2.1 Inter-connection scheme

Generally the third party link can be categorized to Huawei DWDM link and other vendors’ link. When applied on Huawei BWS link, the inter-connection scheme can be transponder with color port of ASON node WDM side connect to MUX/DEMUX board of BWS 1600G link or transponder with gray port of ASON node WDM side connect to the client port of transponder of BWS 1600G link.

Until now the transponder support gray port on WDM side include TN52,52,54NQ2.

 In scenario which ASON node connect to other vendors link, ASON node transponder can only use gray port and connect to the client port of other vendors’ transponder. Show as Figure-1

Limitation:

1, Different with ASON network with pure Huawei equipments, which the speed rate mode of the transponder in two end can be adjusted automatically between standard mode and speedup mode. When the ASON network is passing third party link, the speed rate of the transponder should be locked.

2, When ASON link pass through BWS 1600G link, the transport of ODU frame is not totally transparent, need configure the pass through of RES and GCC byte manually.

2.2 Fault detection scheme

ASON uses TCM-layer alarms to detect the status of links between the OSN 8800 ASON node connected to the third-party network and trigger rerouting based on link status.
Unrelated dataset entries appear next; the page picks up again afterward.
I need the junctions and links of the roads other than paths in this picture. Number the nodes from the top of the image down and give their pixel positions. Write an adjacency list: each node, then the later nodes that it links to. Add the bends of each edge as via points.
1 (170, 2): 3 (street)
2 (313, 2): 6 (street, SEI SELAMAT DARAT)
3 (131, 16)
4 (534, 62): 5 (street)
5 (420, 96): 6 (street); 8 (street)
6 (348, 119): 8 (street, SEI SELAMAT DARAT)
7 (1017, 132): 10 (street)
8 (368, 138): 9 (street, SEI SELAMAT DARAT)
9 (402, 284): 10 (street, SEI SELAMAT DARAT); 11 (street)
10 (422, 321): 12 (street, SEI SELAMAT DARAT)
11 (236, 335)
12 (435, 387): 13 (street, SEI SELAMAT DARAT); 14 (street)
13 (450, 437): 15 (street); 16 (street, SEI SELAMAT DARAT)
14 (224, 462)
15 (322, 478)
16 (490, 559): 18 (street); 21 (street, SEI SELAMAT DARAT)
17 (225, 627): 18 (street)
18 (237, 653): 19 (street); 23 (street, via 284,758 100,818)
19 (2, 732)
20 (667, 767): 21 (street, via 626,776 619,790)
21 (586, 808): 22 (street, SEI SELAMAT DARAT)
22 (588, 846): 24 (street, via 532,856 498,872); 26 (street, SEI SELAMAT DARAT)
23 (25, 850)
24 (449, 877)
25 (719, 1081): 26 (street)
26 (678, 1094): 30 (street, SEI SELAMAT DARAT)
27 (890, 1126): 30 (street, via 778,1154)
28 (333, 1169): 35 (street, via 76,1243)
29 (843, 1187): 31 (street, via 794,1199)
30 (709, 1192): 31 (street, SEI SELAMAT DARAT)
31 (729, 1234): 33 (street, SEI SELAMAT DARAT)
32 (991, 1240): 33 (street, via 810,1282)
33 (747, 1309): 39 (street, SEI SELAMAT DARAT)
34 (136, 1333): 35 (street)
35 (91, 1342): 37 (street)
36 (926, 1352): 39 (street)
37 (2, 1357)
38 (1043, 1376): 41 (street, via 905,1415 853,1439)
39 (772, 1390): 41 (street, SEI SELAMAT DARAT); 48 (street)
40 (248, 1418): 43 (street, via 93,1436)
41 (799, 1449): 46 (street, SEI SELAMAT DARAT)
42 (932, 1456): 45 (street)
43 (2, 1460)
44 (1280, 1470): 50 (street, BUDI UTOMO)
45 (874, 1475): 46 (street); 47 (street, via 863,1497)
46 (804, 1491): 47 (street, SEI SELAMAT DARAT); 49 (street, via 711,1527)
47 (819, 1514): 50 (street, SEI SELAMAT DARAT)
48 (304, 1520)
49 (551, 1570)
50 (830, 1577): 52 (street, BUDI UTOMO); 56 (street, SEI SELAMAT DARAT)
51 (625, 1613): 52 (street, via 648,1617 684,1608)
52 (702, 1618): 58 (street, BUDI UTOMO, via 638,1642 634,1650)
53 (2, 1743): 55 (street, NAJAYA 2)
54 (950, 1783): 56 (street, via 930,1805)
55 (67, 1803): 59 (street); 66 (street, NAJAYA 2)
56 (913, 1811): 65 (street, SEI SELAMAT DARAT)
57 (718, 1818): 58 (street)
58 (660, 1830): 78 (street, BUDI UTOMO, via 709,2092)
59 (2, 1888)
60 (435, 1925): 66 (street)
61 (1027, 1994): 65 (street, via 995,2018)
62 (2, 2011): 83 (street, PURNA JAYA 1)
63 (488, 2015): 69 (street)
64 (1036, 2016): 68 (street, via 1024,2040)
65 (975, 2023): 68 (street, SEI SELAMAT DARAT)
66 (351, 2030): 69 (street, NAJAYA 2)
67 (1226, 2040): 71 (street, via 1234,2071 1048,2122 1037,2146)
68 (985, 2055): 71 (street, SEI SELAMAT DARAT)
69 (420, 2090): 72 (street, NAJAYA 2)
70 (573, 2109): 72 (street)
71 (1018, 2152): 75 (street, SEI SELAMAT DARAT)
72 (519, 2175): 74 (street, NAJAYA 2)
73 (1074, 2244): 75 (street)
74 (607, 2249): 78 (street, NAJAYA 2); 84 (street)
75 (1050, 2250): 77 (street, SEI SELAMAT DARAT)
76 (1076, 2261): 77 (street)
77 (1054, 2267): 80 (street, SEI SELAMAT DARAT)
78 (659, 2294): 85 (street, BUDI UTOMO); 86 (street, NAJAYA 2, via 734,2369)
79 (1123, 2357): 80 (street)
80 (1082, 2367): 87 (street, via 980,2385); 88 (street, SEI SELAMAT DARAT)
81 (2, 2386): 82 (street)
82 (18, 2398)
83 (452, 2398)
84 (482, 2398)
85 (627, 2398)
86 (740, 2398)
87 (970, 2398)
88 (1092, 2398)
If a link between OSN 8800 equipment and equipment on the traditional WDM network is faulty, the OTU board of the downstream OSN 8800 will detect a TCM-layer alarm and report the alarm to ASON. ASON sets the status of the TE link to Down based on the TCM alarm and triggers service rerouting.

Users can specify whether the OTU board reports TCM alarms by setting the enabling status and operation mode of the TCM, and specify whether the TCM alarms on the OTU board are reported to ASON by specifying whether to enable the TCM for ASON.

TCM alarms that trigger ASON rerouting include:

SF-type alarms: ODUk_TCMn_LCK, ODUk_TCMn_AIS, ODUk_TCMn_OCI, ODUk_TCMn_TIM, and ODUk_TCMn_LTC.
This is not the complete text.